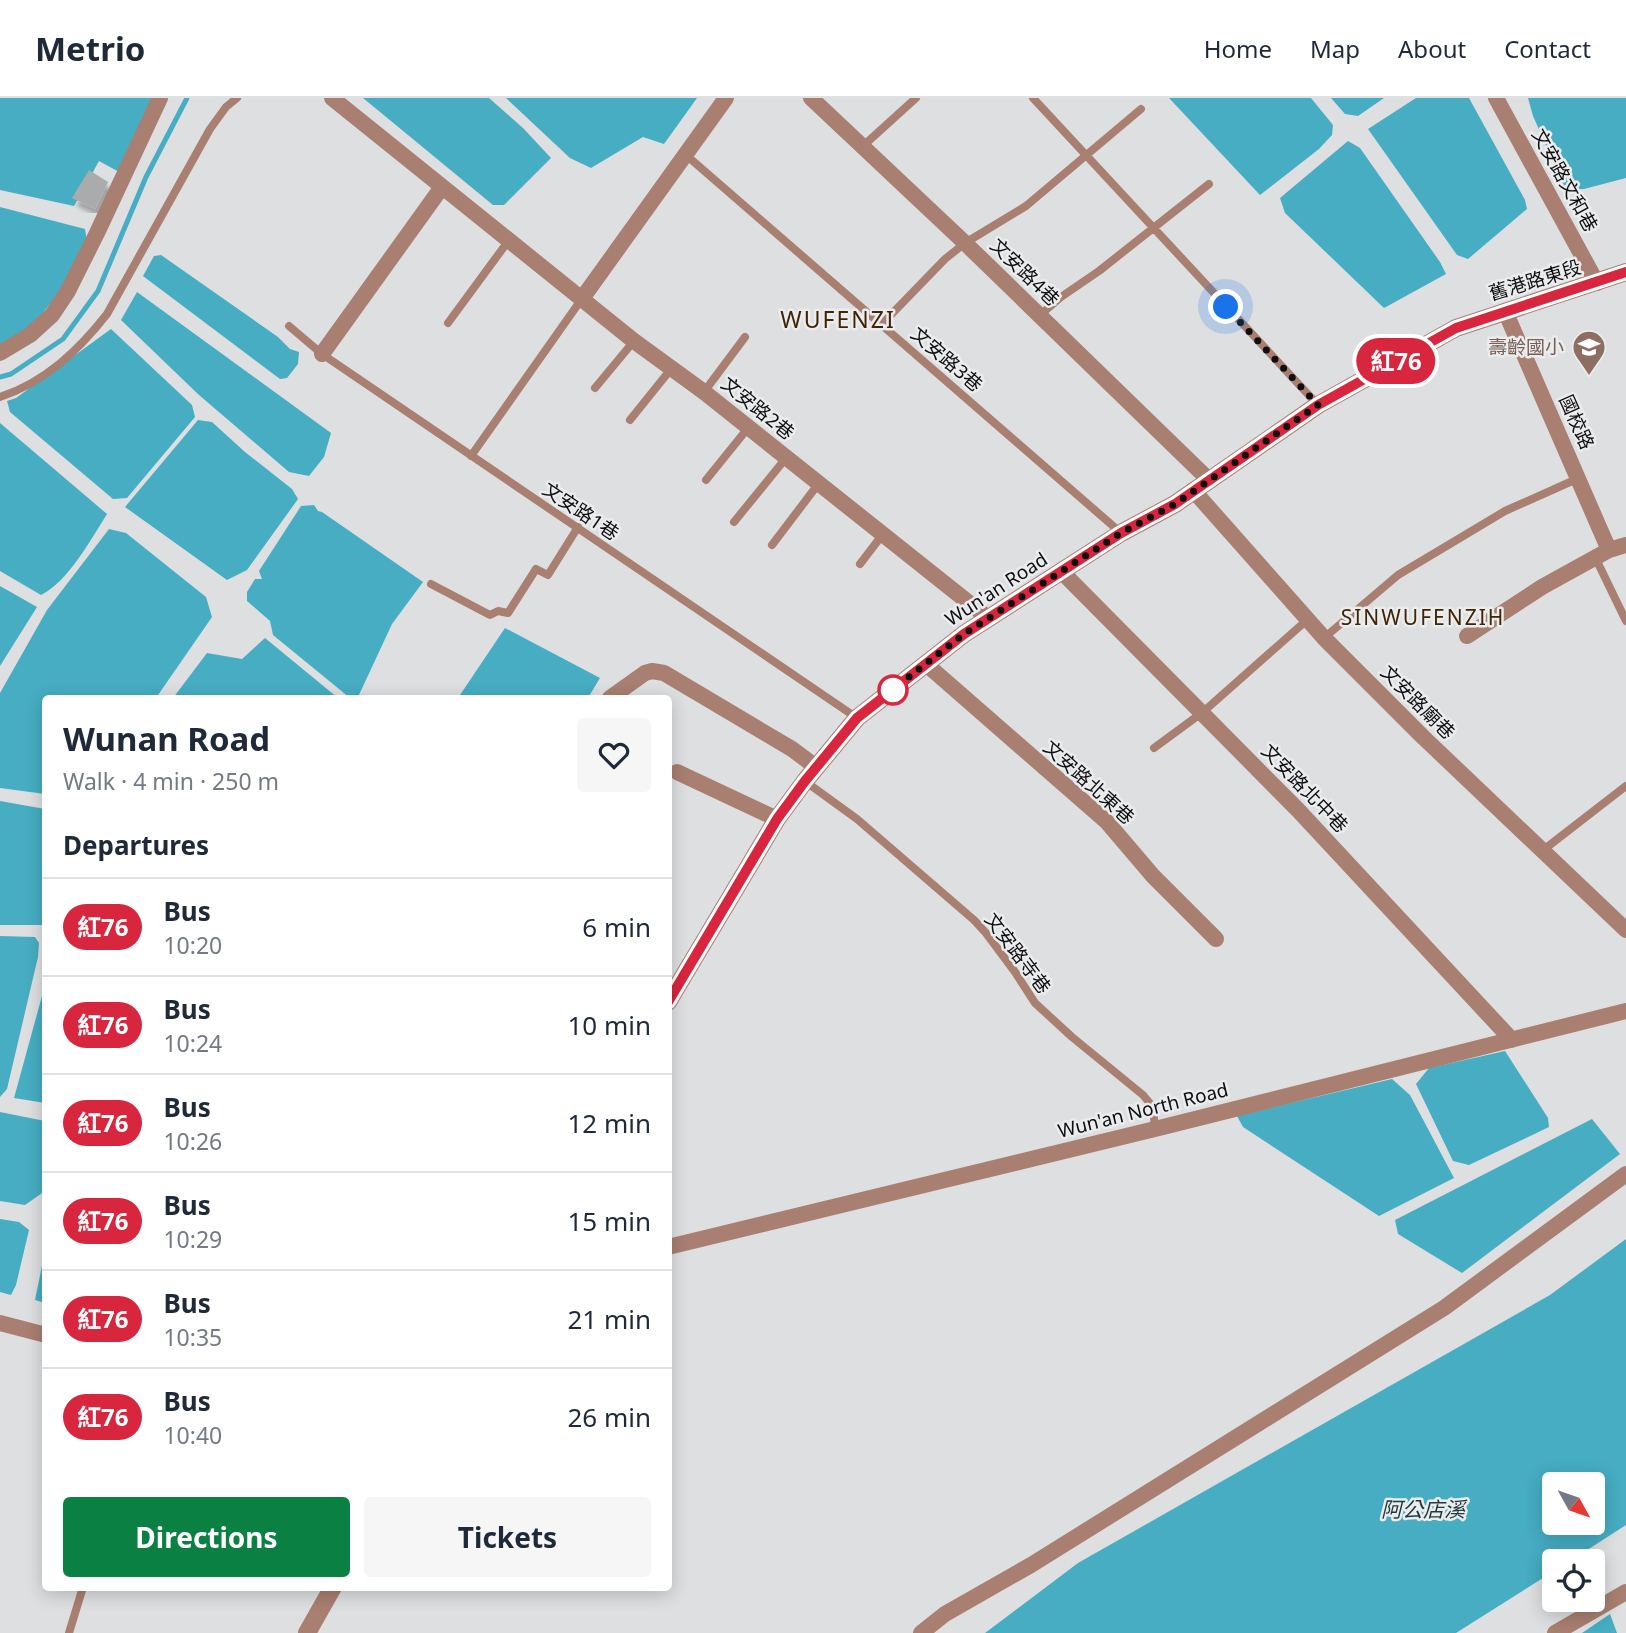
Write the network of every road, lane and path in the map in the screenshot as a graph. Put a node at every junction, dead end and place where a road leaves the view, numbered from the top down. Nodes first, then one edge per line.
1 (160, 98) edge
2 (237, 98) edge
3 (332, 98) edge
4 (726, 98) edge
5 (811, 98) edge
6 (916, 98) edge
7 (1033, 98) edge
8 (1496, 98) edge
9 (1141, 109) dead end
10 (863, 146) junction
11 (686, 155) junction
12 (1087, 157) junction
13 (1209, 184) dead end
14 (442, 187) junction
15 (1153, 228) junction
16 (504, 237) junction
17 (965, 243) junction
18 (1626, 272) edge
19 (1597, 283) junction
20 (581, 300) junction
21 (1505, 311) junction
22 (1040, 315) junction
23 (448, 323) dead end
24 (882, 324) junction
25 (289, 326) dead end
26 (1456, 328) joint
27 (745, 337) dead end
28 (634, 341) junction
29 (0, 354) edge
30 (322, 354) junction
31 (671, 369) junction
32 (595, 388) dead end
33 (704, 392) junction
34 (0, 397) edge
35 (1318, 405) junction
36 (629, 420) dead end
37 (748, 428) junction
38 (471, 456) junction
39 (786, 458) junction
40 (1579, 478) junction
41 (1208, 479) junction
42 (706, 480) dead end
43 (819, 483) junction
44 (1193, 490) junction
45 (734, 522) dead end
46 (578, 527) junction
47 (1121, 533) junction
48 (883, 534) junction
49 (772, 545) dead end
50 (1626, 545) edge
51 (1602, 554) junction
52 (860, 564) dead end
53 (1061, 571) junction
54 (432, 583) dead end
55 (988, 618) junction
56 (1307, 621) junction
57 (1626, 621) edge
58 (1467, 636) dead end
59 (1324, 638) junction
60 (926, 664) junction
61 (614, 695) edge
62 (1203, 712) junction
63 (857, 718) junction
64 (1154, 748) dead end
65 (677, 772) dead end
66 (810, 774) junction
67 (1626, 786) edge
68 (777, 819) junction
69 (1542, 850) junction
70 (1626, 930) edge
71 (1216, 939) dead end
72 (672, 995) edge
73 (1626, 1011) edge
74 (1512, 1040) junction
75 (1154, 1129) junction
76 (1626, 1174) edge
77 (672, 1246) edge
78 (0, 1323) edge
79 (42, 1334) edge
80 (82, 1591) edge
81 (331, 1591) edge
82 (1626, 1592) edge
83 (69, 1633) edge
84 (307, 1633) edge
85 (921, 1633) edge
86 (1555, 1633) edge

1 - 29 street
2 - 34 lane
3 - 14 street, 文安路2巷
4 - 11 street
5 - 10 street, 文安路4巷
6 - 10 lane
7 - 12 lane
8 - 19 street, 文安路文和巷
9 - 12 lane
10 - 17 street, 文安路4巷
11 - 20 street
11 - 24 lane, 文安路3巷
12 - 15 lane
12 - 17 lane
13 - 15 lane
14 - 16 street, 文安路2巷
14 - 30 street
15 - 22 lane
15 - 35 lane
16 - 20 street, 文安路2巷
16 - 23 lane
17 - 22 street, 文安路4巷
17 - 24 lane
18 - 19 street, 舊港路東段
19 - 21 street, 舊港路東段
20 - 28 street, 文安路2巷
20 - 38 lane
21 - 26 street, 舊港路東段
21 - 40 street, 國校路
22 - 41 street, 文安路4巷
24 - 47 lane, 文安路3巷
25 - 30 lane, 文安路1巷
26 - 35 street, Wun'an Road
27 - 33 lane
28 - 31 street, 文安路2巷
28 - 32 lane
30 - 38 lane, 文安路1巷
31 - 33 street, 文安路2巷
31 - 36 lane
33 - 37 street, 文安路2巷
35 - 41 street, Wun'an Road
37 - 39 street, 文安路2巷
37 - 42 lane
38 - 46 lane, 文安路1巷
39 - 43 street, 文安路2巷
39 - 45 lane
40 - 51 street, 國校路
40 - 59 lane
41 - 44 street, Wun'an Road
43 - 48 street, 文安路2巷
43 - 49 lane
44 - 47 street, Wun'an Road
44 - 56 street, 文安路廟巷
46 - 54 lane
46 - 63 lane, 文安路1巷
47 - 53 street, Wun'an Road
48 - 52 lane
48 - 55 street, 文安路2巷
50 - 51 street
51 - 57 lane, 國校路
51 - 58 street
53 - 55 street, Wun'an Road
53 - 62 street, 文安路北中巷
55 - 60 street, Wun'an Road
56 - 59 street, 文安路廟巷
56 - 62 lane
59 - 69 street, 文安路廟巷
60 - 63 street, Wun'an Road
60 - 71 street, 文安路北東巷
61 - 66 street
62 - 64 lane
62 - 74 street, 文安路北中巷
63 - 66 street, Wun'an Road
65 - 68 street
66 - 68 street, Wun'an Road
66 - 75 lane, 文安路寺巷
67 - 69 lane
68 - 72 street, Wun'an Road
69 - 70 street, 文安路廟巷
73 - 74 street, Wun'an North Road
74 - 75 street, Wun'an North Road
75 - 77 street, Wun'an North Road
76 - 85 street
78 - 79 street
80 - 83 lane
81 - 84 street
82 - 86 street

========

§ **WORK ITEM**: Copy the records exactly as they appear, leaving every picture out.

§ **RESULT BELOW**:
Write the network of every road, lane and path in the map in the screenshot as a graph. Put a node at every junction, dead end and place where a road leaves the view, numbered from the top down. Nodes first, then one edge per line.
1 (160, 98) edge
2 (237, 98) edge
3 (332, 98) edge
4 (726, 98) edge
5 (811, 98) edge
6 (916, 98) edge
7 (1033, 98) edge
8 (1496, 98) edge
9 (1141, 109) dead end
10 (863, 146) junction
11 (686, 155) junction
12 (1087, 157) junction
13 (1209, 184) dead end
14 (442, 187) junction
15 (1153, 228) junction
16 (504, 237) junction
17 (965, 243) junction
18 (1626, 272) edge
19 (1597, 283) junction
20 (581, 300) junction
21 (1505, 311) junction
22 (1040, 315) junction
23 (448, 323) dead end
24 (882, 324) junction
25 (289, 326) dead end
26 (1456, 328) joint
27 (745, 337) dead end
28 (634, 341) junction
29 (0, 354) edge
30 (322, 354) junction
31 (671, 369) junction
32 (595, 388) dead end
33 (704, 392) junction
34 (0, 397) edge
35 (1318, 405) junction
36 (629, 420) dead end
37 (748, 428) junction
38 (471, 456) junction
39 (786, 458) junction
40 (1579, 478) junction
41 (1208, 479) junction
42 (706, 480) dead end
43 (819, 483) junction
44 (1193, 490) junction
45 (734, 522) dead end
46 (578, 527) junction
47 (1121, 533) junction
48 (883, 534) junction
49 (772, 545) dead end
50 (1626, 545) edge
51 (1602, 554) junction
52 (860, 564) dead end
53 (1061, 571) junction
54 (432, 583) dead end
55 (988, 618) junction
56 (1307, 621) junction
57 (1626, 621) edge
58 (1467, 636) dead end
59 (1324, 638) junction
60 (926, 664) junction
61 (614, 695) edge
62 (1203, 712) junction
63 (857, 718) junction
64 (1154, 748) dead end
65 (677, 772) dead end
66 (810, 774) junction
67 (1626, 786) edge
68 (777, 819) junction
69 (1542, 850) junction
70 (1626, 930) edge
71 (1216, 939) dead end
72 (672, 995) edge
73 (1626, 1011) edge
74 (1512, 1040) junction
75 (1154, 1129) junction
76 (1626, 1174) edge
77 (672, 1246) edge
78 (0, 1323) edge
79 (42, 1334) edge
80 (82, 1591) edge
81 (331, 1591) edge
82 (1626, 1592) edge
83 (69, 1633) edge
84 (307, 1633) edge
85 (921, 1633) edge
86 (1555, 1633) edge

1 - 29 street
2 - 34 lane
3 - 14 street, 文安路2巷
4 - 11 street
5 - 10 street, 文安路4巷
6 - 10 lane
7 - 12 lane
8 - 19 street, 文安路文和巷
9 - 12 lane
10 - 17 street, 文安路4巷
11 - 20 street
11 - 24 lane, 文安路3巷
12 - 15 lane
12 - 17 lane
13 - 15 lane
14 - 16 street, 文安路2巷
14 - 30 street
15 - 22 lane
15 - 35 lane
16 - 20 street, 文安路2巷
16 - 23 lane
17 - 22 street, 文安路4巷
17 - 24 lane
18 - 19 street, 舊港路東段
19 - 21 street, 舊港路東段
20 - 28 street, 文安路2巷
20 - 38 lane
21 - 26 street, 舊港路東段
21 - 40 street, 國校路
22 - 41 street, 文安路4巷
24 - 47 lane, 文安路3巷
25 - 30 lane, 文安路1巷
26 - 35 street, Wun'an Road
27 - 33 lane
28 - 31 street, 文安路2巷
28 - 32 lane
30 - 38 lane, 文安路1巷
31 - 33 street, 文安路2巷
31 - 36 lane
33 - 37 street, 文安路2巷
35 - 41 street, Wun'an Road
37 - 39 street, 文安路2巷
37 - 42 lane
38 - 46 lane, 文安路1巷
39 - 43 street, 文安路2巷
39 - 45 lane
40 - 51 street, 國校路
40 - 59 lane
41 - 44 street, Wun'an Road
43 - 48 street, 文安路2巷
43 - 49 lane
44 - 47 street, Wun'an Road
44 - 56 street, 文安路廟巷
46 - 54 lane
46 - 63 lane, 文安路1巷
47 - 53 street, Wun'an Road
48 - 52 lane
48 - 55 street, 文安路2巷
50 - 51 street
51 - 57 lane, 國校路
51 - 58 street
53 - 55 street, Wun'an Road
53 - 62 street, 文安路北中巷
55 - 60 street, Wun'an Road
56 - 59 street, 文安路廟巷
56 - 62 lane
59 - 69 street, 文安路廟巷
60 - 63 street, Wun'an Road
60 - 71 street, 文安路北東巷
61 - 66 street
62 - 64 lane
62 - 74 street, 文安路北中巷
63 - 66 street, Wun'an Road
65 - 68 street
66 - 68 street, Wun'an Road
66 - 75 lane, 文安路寺巷
67 - 69 lane
68 - 72 street, Wun'an Road
69 - 70 street, 文安路廟巷
73 - 74 street, Wun'an North Road
74 - 75 street, Wun'an North Road
75 - 77 street, Wun'an North Road
76 - 85 street
78 - 79 street
80 - 83 lane
81 - 84 street
82 - 86 street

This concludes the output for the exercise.